Il luogo nel sottosuolo dove si origina un terremoto è chiamato ipocentro o fuoco, mentre la sua proiezione sulla superficie terrestre è chiamata epicentro. Una volta finito il sisma, inizia ad accumularsi nuova energia. La faglia, a causa dell’enorme attrito delle rocce, si rimette in movimento soltanto quando lo sforzo applicato avrà superato un certo limite. Le faglie si muovono per scatti ricorrenti: lungo tali faglie ci si devono aspettare quindi terremoti altrettanto ricorrenti. I terremoti sono fenomeni ciclici, caratterizzati da un periodo che dipende dalle caratteristiche geologiche del suolo e dalle forze che agiscono all’interno del pianeta.
Per una data regione si può prevedere quindi un approssimativo periodo di ritorno dei fenomeni sismici, cioè il periodo di tempo che in media intercorre tra due eventi di una certa intensità. Più ravvicinati sono i terremoti, minore è l’energia elastica accumulata e minore è l’entità delle scosse. Più lungo è l’intervallo di tempo tra due eventi sismici, più violento e disastroso è il sisma, perché è maggiore l'energia accumulata nel frattempo.


 

Un'immagine di Kesennuma Miyagi durante il disastroso tsunami

seguito al sisma dell'11 marzo 2011

 

Onde sismiche

L’energia che si libera durante un terremoto viene diffusa attraverso le rocce circostanti mediante onde sismiche.

In ogni corpo solido possono propagarsi due tipi di onde indipendenti tra loro, onde longitudinali e onde trasversali.

Le prime si propagano per compressioni e dilatazioni successive e provocano variazioni di volume. Le particelle che compongono il corpo vibrano nella direzione della propagazione.

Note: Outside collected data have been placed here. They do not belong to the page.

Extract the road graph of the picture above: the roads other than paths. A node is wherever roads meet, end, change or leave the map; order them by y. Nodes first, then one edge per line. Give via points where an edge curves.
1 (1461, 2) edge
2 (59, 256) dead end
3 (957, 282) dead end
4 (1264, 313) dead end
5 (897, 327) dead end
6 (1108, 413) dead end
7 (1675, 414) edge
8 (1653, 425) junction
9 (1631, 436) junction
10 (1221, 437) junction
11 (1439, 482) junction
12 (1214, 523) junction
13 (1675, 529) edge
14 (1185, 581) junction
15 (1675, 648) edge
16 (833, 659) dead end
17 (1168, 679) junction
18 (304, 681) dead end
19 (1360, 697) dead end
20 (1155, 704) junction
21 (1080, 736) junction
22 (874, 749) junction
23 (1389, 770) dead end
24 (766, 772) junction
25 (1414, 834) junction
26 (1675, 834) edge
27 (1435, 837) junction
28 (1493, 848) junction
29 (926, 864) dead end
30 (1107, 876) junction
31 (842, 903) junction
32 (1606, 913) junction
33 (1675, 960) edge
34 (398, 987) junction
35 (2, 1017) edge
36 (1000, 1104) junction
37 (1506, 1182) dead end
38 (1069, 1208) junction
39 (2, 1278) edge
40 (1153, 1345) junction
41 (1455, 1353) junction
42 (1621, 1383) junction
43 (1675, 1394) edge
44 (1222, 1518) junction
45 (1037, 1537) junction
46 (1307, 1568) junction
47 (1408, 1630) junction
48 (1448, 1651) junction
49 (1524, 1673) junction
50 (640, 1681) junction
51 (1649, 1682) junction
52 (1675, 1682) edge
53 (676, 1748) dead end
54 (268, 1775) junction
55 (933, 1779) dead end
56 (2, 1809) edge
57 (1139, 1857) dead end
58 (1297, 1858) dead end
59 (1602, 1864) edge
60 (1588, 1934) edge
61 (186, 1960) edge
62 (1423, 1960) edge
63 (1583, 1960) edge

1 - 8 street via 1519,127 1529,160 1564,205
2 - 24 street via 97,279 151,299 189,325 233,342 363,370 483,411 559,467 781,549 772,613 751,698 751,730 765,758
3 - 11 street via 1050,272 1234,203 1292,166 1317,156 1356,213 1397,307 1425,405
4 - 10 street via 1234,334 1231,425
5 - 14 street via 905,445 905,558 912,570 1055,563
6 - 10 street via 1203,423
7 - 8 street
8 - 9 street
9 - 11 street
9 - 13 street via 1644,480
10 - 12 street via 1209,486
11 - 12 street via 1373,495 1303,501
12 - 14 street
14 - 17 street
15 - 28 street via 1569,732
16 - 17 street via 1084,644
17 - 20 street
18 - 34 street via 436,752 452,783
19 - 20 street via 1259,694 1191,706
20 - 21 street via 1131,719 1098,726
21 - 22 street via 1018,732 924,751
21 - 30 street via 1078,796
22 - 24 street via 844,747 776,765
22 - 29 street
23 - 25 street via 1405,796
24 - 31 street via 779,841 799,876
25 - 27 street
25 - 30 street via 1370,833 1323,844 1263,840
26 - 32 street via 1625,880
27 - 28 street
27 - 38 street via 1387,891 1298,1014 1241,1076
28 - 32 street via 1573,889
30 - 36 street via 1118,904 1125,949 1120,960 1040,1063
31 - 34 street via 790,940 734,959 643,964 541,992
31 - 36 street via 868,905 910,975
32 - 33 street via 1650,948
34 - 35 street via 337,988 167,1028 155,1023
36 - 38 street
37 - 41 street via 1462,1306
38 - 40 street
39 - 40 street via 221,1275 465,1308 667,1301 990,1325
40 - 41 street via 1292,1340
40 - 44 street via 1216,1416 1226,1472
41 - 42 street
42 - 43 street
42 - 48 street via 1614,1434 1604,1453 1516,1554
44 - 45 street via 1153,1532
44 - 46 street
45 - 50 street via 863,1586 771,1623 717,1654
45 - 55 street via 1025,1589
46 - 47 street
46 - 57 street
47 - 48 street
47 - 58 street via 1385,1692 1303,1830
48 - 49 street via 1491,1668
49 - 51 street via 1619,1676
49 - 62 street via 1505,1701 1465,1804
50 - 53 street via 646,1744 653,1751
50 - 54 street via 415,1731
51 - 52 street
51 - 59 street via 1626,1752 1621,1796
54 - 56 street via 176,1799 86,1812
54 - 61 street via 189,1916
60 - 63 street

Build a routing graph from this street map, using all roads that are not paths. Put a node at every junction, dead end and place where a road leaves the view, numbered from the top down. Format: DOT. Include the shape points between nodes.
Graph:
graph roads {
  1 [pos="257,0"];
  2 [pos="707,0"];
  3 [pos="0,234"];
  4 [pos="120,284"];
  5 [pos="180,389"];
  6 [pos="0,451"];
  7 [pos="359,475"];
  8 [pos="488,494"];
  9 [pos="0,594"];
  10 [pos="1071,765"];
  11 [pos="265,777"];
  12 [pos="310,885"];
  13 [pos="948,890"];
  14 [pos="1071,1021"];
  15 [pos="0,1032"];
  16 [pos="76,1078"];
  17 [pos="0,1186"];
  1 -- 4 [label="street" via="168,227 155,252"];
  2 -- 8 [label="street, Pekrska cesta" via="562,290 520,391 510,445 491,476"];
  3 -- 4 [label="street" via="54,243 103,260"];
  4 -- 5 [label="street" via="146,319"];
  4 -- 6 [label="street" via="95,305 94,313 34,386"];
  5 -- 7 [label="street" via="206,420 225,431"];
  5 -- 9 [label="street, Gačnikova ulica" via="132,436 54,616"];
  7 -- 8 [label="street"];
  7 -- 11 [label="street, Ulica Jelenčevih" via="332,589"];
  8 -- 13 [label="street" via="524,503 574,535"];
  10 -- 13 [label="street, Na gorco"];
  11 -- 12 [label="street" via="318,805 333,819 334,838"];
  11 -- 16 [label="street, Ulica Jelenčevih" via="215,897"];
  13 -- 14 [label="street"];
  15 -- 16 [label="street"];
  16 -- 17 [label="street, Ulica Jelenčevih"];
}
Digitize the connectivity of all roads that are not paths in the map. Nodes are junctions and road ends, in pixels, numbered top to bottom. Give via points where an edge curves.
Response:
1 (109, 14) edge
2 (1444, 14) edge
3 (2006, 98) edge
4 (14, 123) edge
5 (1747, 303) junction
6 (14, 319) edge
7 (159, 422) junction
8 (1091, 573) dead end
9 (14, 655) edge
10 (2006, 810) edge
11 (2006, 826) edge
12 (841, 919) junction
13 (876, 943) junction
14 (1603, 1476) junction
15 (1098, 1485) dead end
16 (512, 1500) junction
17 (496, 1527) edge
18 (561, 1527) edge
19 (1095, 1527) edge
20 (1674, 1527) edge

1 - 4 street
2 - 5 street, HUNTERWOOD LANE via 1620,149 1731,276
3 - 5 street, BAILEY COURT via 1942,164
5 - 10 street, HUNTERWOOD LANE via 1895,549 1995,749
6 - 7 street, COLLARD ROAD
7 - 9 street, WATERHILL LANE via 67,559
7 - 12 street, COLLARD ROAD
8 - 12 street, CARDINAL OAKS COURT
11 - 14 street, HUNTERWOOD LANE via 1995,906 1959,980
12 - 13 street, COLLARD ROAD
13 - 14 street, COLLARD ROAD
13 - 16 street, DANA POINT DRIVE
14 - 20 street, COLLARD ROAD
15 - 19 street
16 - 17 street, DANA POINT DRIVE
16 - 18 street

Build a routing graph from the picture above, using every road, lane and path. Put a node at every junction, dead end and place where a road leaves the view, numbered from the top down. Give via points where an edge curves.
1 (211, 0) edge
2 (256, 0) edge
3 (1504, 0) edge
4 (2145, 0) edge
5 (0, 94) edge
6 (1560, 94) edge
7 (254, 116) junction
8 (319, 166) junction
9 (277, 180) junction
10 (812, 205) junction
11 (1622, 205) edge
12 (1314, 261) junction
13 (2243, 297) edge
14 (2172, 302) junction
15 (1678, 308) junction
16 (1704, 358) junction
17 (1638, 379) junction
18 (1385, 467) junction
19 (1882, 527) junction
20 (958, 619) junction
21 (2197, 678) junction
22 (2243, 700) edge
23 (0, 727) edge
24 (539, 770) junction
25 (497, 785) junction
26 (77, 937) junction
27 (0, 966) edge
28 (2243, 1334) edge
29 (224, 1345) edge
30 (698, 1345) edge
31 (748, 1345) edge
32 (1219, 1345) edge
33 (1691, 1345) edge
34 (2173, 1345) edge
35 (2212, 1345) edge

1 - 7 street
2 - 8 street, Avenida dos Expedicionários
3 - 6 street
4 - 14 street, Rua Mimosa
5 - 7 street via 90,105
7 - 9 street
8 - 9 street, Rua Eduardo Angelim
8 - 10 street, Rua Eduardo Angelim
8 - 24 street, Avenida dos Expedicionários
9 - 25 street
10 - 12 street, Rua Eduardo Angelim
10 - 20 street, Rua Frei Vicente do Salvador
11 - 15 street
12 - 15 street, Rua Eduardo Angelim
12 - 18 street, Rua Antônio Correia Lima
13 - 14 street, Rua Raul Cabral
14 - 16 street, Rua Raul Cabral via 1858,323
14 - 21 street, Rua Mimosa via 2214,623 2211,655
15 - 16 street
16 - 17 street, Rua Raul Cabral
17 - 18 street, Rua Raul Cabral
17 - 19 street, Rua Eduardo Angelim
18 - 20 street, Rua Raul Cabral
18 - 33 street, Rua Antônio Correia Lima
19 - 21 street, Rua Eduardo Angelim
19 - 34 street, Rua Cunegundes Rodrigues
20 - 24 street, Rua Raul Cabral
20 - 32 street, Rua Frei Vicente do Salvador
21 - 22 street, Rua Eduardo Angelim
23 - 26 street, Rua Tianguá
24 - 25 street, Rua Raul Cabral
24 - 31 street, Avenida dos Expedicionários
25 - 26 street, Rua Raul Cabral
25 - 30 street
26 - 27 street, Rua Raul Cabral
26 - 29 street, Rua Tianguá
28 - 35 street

Nelle onde trasversali invece le vibrazioni delle particelle hanno luogo in piani perpendicolari alla direzione di propagazione.
La velocità delle onde sismiche dipende dalla densità del materiale attraversato e dai coefficienti di elasticità del materiale, diversi per ciascuno dei due tipi di onde. Le onde longitudinali sono più veloci e, pur partendo dall’ipocentro del sisma insieme a quelle trasversali, arrivano per prime agli strumenti che le rilevano. Sono registrate come onde prime o onde P. Dopo un certo tempo, proporzionale alla distanza percorsa, arrivano le onde trasversali, dette onde seconde o onde S.

 

 

Un terzo gruppo di onde, che hanno la massima ampiezza, arrivano per ultime al sismografo: queste onde, relativamente lente, si propagano soltanto sulla superficie terrestre, allo stesso modo delle onde del mare, e sono chiamate onde lunghe o onde L. Esse si originano all’epicentro e si propagano con velocità costante di 3,5 Km/s.
Quando l’epicentro del terremoto si trova in mare, le onde sismiche si propagano nel liquido e interessano l’intero spessore delle acque. In prossimità della costa, le onde toccano il fondo e la loro altezza aumenta. Si generano in tal modo colossali ondate di acqua (tsunami), che determinano il cosiddetto maremoto; esse possono essere alte più di venti metri ed apportare distruzione a regioni costiere molto vaste, com'è accaduto, purtroppo, in occasione del recente terremoto in Giappone (11 marzo 2011); vediamo qui sotto un'immagine dell'onda anomala (alta più di 10 metri) che sta per abbattersi sulla città di Natori Miyagi, spazzandola via:

 

Qui ne vediamo gli spaventosi effetti a pochi minuti di distanza:

 

Anche di tale fenomeno resta traccia nel resoconto di Plinio il Giovane, nonché, in una rivisitazione poetica surreale e fantastica, nel finale del V libro del Bellum civile di Lucano: qui Cesare, poco prima della battaglia di Durazzo, irritato per gli indugi di Antonio, decide di attraversare il mare Adriatico in tempesta su una barchetta a remi per raggiungerlo (episodio che, incredibile ma vero, sembra essere realmente accaduto, tant'è vero che ce lo riporta anche Plutarco) ed una tempesta dai connotati apocalittici, che culmina in un vero e proprio maremoto, crea alla fine la cosiddetta decuma unda, nome con cui i latini designavano un'onda anomala o tsunami, che solleva la barchetta di Cesare e la trascina verso la riva irta di scogliere. Ma, contrariamente ad ogni aspettativa, non solo la barchetta non si sfascia contro le rocce, ma la Fortuna (o il Fato) fanno sì che essa venga deposta delicatamente nell'unico punto della costa in cui si apre una piccola spiaggia sabbiosa: e così, del tutto incredibilmente, Cesare tocca terra sano e salvo.